*Data extracts*:
--- START ---

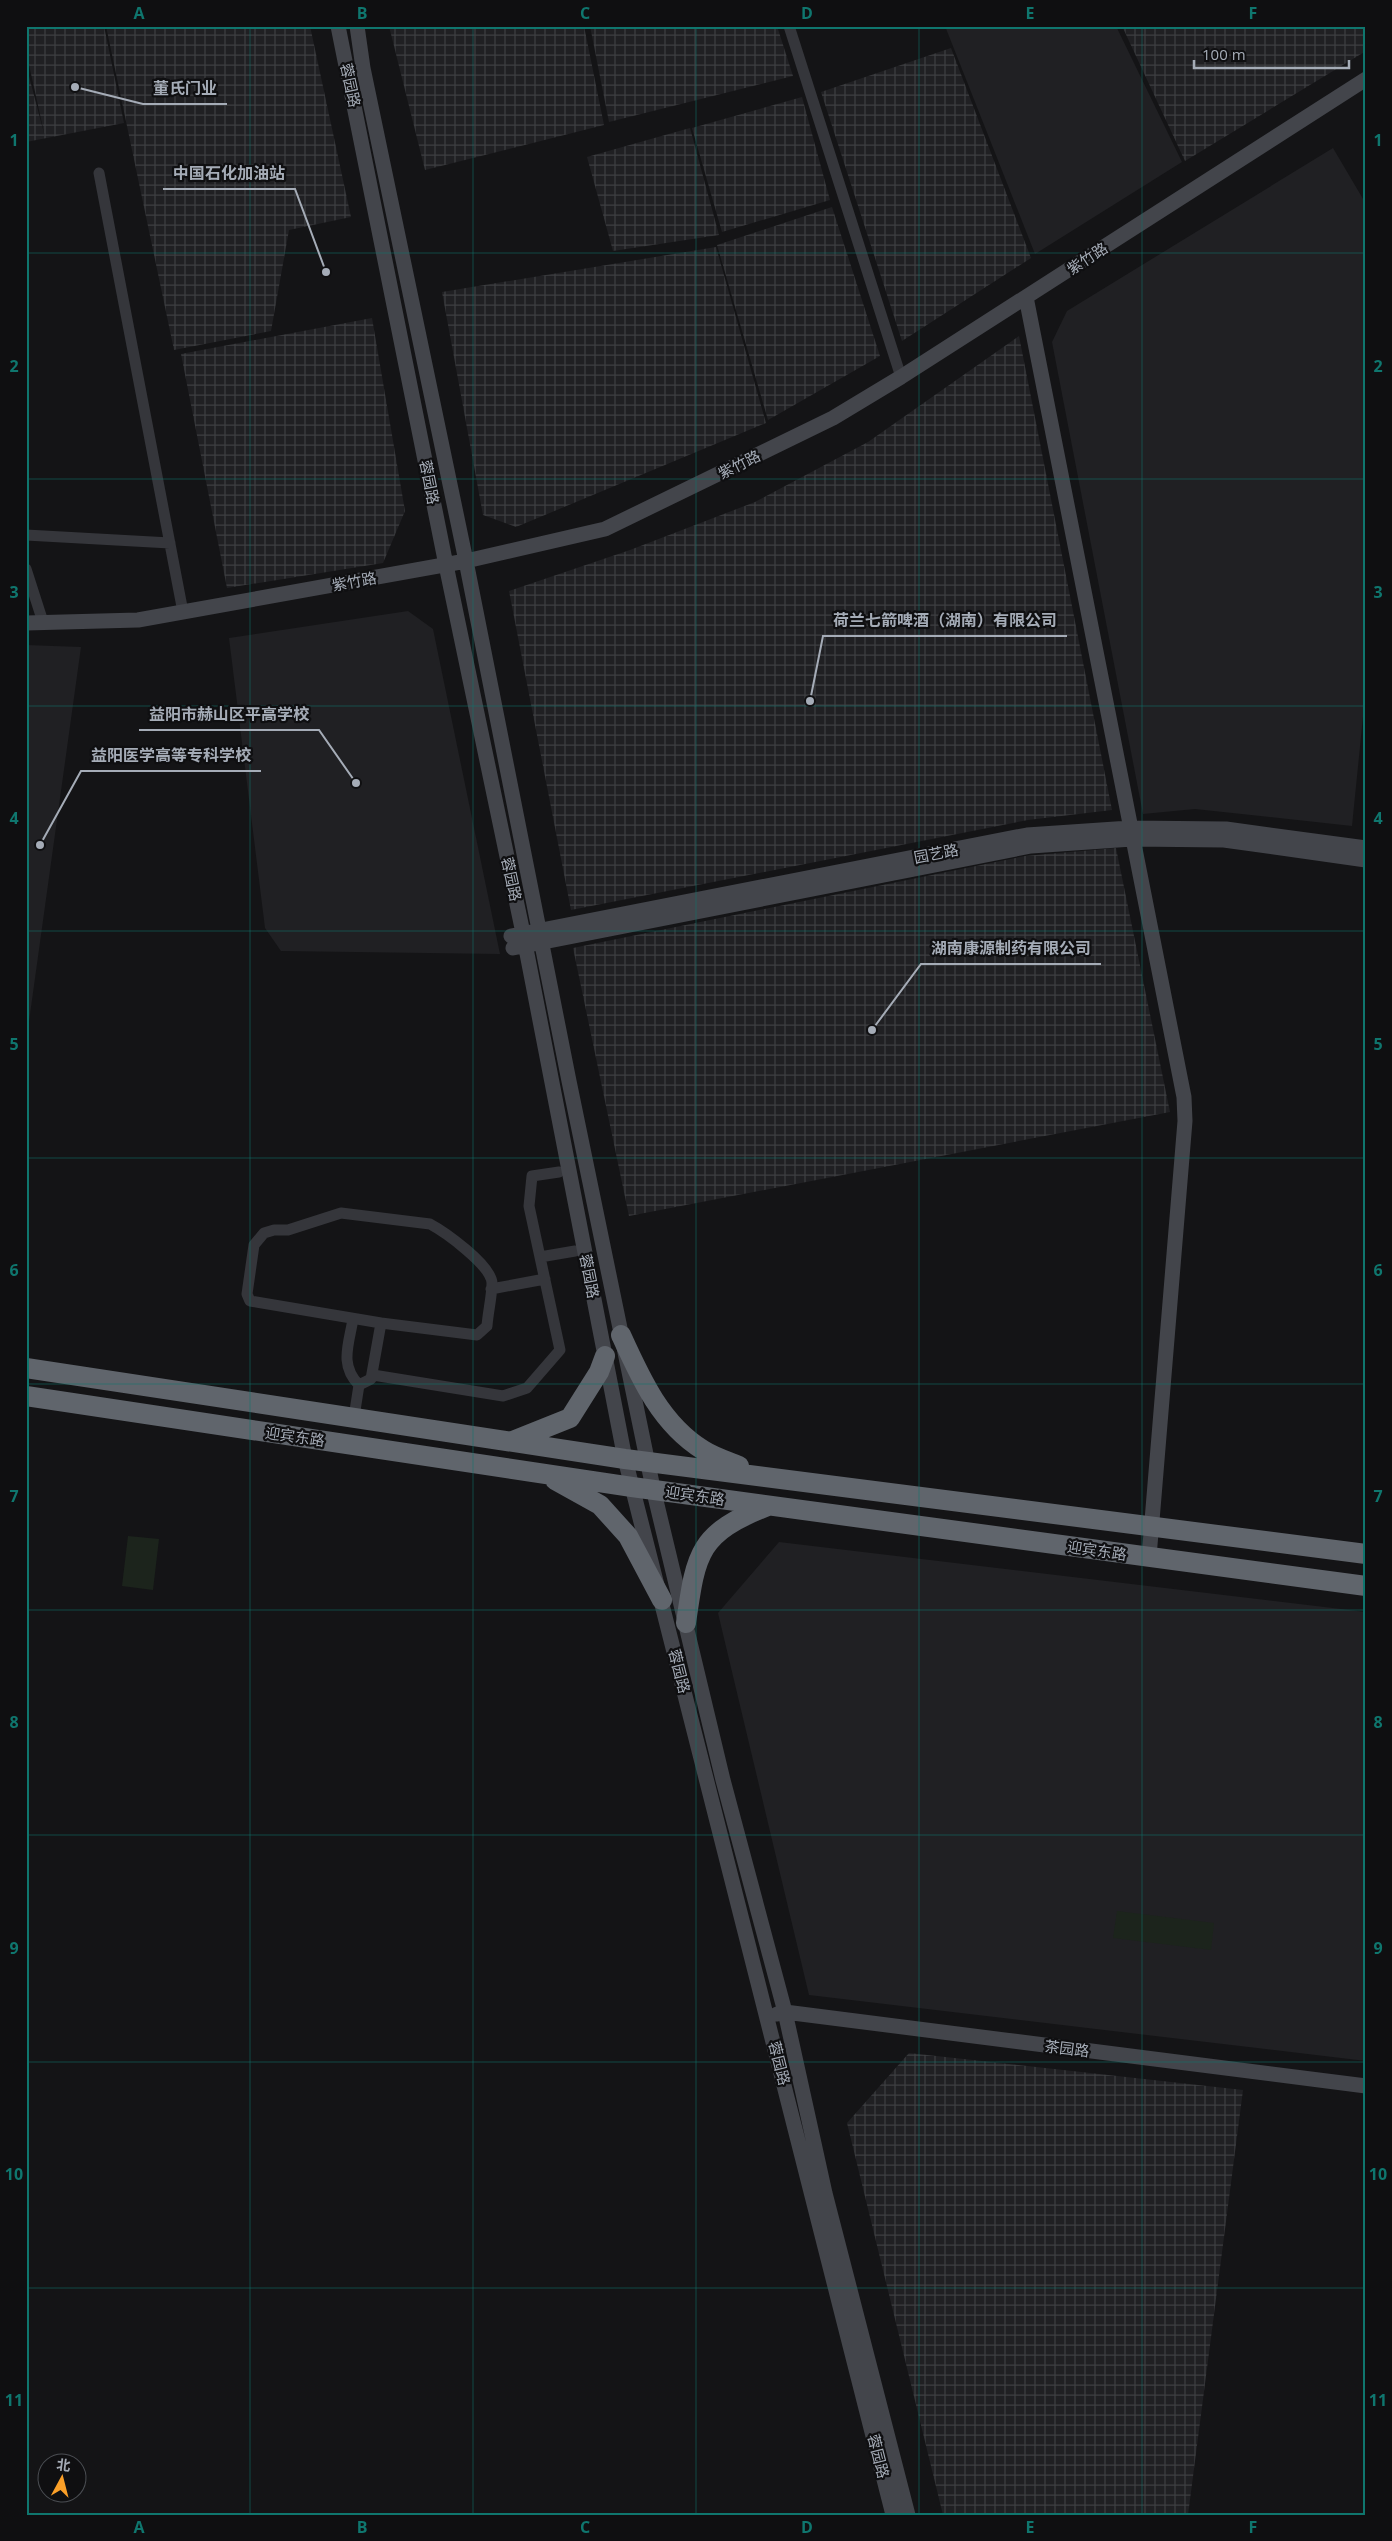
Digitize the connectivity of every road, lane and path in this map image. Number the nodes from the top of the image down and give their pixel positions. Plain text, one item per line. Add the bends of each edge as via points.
1 (338, 26) edge
2 (357, 26) edge
3 (790, 26) edge
4 (1366, 79) edge
5 (99, 173) dead end
6 (1026, 297) junction
7 (901, 378) junction
8 (26, 535) edge
9 (170, 543) junction
10 (466, 561) junction
11 (446, 565) junction
12 (26, 569) edge
13 (183, 612) junction
14 (43, 622) junction
15 (26, 623) edge
16 (1131, 833) junction
17 (1366, 848) edge
18 (1366, 860) edge
19 (540, 936) junction
20 (518, 941) junction
21 (559, 1172) dead end
22 (575, 1251) dead end
23 (540, 1257) junction
24 (545, 1279) junction
25 (491, 1289) junction
26 (353, 1319) junction
27 (381, 1323) junction
28 (621, 1336) junction
29 (605, 1356) junction
30 (26, 1368) edge
31 (373, 1375) junction
32 (359, 1385) junction
33 (26, 1396) edge
34 (354, 1417) junction
35 (490, 1437) junction
36 (514, 1441) junction
37 (625, 1458) junction
38 (648, 1461) junction
39 (486, 1465) junction
40 (542, 1473) junction
41 (770, 1476) junction
42 (632, 1487) junction
43 (653, 1488) junction
44 (773, 1506) junction
45 (1153, 1527) junction
46 (1366, 1554) edge
47 (1150, 1557) junction
48 (1366, 1586) edge
49 (662, 1600) junction
50 (686, 1623) junction
51 (786, 2012) junction
52 (768, 2016) junction
53 (1366, 2086) edge
54 (894, 2515) edge
55 (908, 2515) edge

1 - 11 street, 蓉园路
2 - 10 street, 蓉园路
3 - 7 street
4 - 6 street, 紫竹路
5 - 9 street
6 - 7 street, 紫竹路
6 - 16 street
7 - 10 street, 紫竹路 via 833,418 604,529
8 - 9 street
9 - 13 street
10 - 11 street, 紫竹路
10 - 19 street, 蓉园路
11 - 13 street, 紫竹路
11 - 20 street, 蓉园路
12 - 14 street
13 - 14 street, 紫竹路 via 138,620
14 - 15 street, 紫竹路
16 - 17 street, 园艺路 via 1226,829
16 - 18 street, 园艺路 via 1224,840
16 - 19 street, 园艺路 via 1001,851
16 - 45 street via 1184,1097 1185,1121
19 - 20 street, 园艺路
19 - 28 street, 蓉园路
20 - 29 street, 蓉园路
21 - 23 street via 532,1176 529,1206
22 - 23 street
23 - 24 street
24 - 25 street
24 - 31 street via 560,1350 527,1388 503,1396
25 - 26 street via 492,1281 484,1266 430,1224 341,1212 288,1230 264,1233 254,1245 247,1294 250,1301
25 - 27 street via 487,1326 476,1335
26 - 27 street
26 - 32 street via 346,1364
27 - 31 street
28 - 38 street, 蓉园路
28 - 41 highway via 644,1386 673,1426 704,1451
29 - 36 highway via 599,1372 570,1418
29 - 37 street, 蓉园路
30 - 34 highway, 迎宾东路
31 - 32 street
32 - 34 street
33 - 39 highway, 迎宾东路
34 - 35 highway, 迎宾东路
35 - 36 highway, 迎宾东路
35 - 39 highway
36 - 37 highway, 迎宾东路
37 - 38 highway, 迎宾东路
37 - 42 street, 蓉园路
38 - 41 highway, 迎宾东路
38 - 43 street, 蓉园路
39 - 40 highway, 迎宾东路
40 - 42 highway, 迎宾东路
40 - 49 highway via 600,1505 628,1536
41 - 44 highway
41 - 45 highway, 迎宾东路
42 - 43 highway, 迎宾东路
42 - 49 street, 蓉园路
43 - 44 highway, 迎宾东路
43 - 50 street, 蓉园路
44 - 47 highway, 迎宾东路
44 - 50 highway via 736,1518 709,1539 694,1573
45 - 46 highway, 迎宾东路
45 - 47 street
47 - 48 highway, 迎宾东路
49 - 52 street, 蓉园路
50 - 51 street, 蓉园路 via 723,1780
51 - 52 street, 茶园路
51 - 53 street, 茶园路
51 - 55 street, 蓉园路 via 825,2193
52 - 54 street, 蓉园路

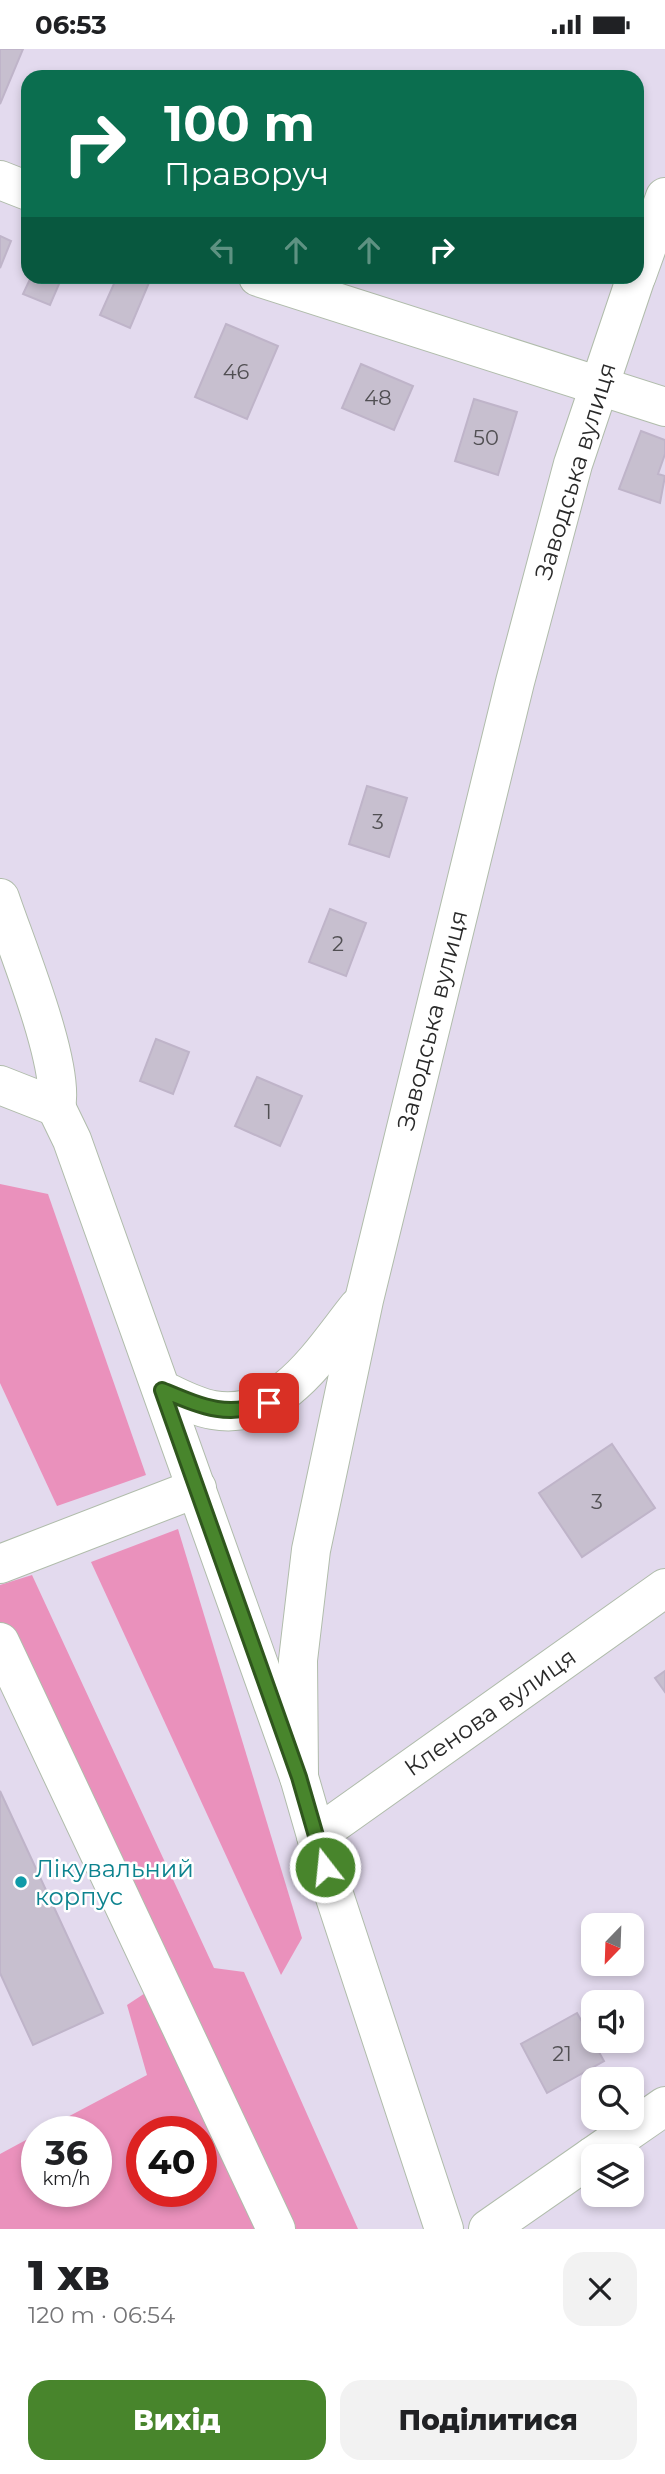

--- END ---

*What is needed*: Repeat the records word for word, skipping pictures.

*Exercise result*:
Digitize the connectivity of every road, lane and path in this map image. Number the nodes from the top of the image down and give their pixel positions. Plain text, one item per line. Add the bends of each edge as via points.
1 (338, 26) edge
2 (357, 26) edge
3 (790, 26) edge
4 (1366, 79) edge
5 (99, 173) dead end
6 (1026, 297) junction
7 (901, 378) junction
8 (26, 535) edge
9 (170, 543) junction
10 (466, 561) junction
11 (446, 565) junction
12 (26, 569) edge
13 (183, 612) junction
14 (43, 622) junction
15 (26, 623) edge
16 (1131, 833) junction
17 (1366, 848) edge
18 (1366, 860) edge
19 (540, 936) junction
20 (518, 941) junction
21 (559, 1172) dead end
22 (575, 1251) dead end
23 (540, 1257) junction
24 (545, 1279) junction
25 (491, 1289) junction
26 (353, 1319) junction
27 (381, 1323) junction
28 (621, 1336) junction
29 (605, 1356) junction
30 (26, 1368) edge
31 (373, 1375) junction
32 (359, 1385) junction
33 (26, 1396) edge
34 (354, 1417) junction
35 (490, 1437) junction
36 (514, 1441) junction
37 (625, 1458) junction
38 (648, 1461) junction
39 (486, 1465) junction
40 (542, 1473) junction
41 (770, 1476) junction
42 (632, 1487) junction
43 (653, 1488) junction
44 (773, 1506) junction
45 (1153, 1527) junction
46 (1366, 1554) edge
47 (1150, 1557) junction
48 (1366, 1586) edge
49 (662, 1600) junction
50 (686, 1623) junction
51 (786, 2012) junction
52 (768, 2016) junction
53 (1366, 2086) edge
54 (894, 2515) edge
55 (908, 2515) edge

1 - 11 street, 蓉园路
2 - 10 street, 蓉园路
3 - 7 street
4 - 6 street, 紫竹路
5 - 9 street
6 - 7 street, 紫竹路
6 - 16 street
7 - 10 street, 紫竹路 via 833,418 604,529
8 - 9 street
9 - 13 street
10 - 11 street, 紫竹路
10 - 19 street, 蓉园路
11 - 13 street, 紫竹路
11 - 20 street, 蓉园路
12 - 14 street
13 - 14 street, 紫竹路 via 138,620
14 - 15 street, 紫竹路
16 - 17 street, 园艺路 via 1226,829
16 - 18 street, 园艺路 via 1224,840
16 - 19 street, 园艺路 via 1001,851
16 - 45 street via 1184,1097 1185,1121
19 - 20 street, 园艺路
19 - 28 street, 蓉园路
20 - 29 street, 蓉园路
21 - 23 street via 532,1176 529,1206
22 - 23 street
23 - 24 street
24 - 25 street
24 - 31 street via 560,1350 527,1388 503,1396
25 - 26 street via 492,1281 484,1266 430,1224 341,1212 288,1230 264,1233 254,1245 247,1294 250,1301
25 - 27 street via 487,1326 476,1335
26 - 27 street
26 - 32 street via 346,1364
27 - 31 street
28 - 38 street, 蓉园路
28 - 41 highway via 644,1386 673,1426 704,1451
29 - 36 highway via 599,1372 570,1418
29 - 37 street, 蓉园路
30 - 34 highway, 迎宾东路
31 - 32 street
32 - 34 street
33 - 39 highway, 迎宾东路
34 - 35 highway, 迎宾东路
35 - 36 highway, 迎宾东路
35 - 39 highway
36 - 37 highway, 迎宾东路
37 - 38 highway, 迎宾东路
37 - 42 street, 蓉园路
38 - 41 highway, 迎宾东路
38 - 43 street, 蓉园路
39 - 40 highway, 迎宾东路
40 - 42 highway, 迎宾东路
40 - 49 highway via 600,1505 628,1536
41 - 44 highway
41 - 45 highway, 迎宾东路
42 - 43 highway, 迎宾东路
42 - 49 street, 蓉园路
43 - 44 highway, 迎宾东路
43 - 50 street, 蓉园路
44 - 47 highway, 迎宾东路
44 - 50 highway via 736,1518 709,1539 694,1573
45 - 46 highway, 迎宾东路
45 - 47 street
47 - 48 highway, 迎宾东路
49 - 52 street, 蓉园路
50 - 51 street, 蓉园路 via 723,1780
51 - 52 street, 茶园路
51 - 53 street, 茶园路
51 - 55 street, 蓉园路 via 825,2193
52 - 54 street, 蓉园路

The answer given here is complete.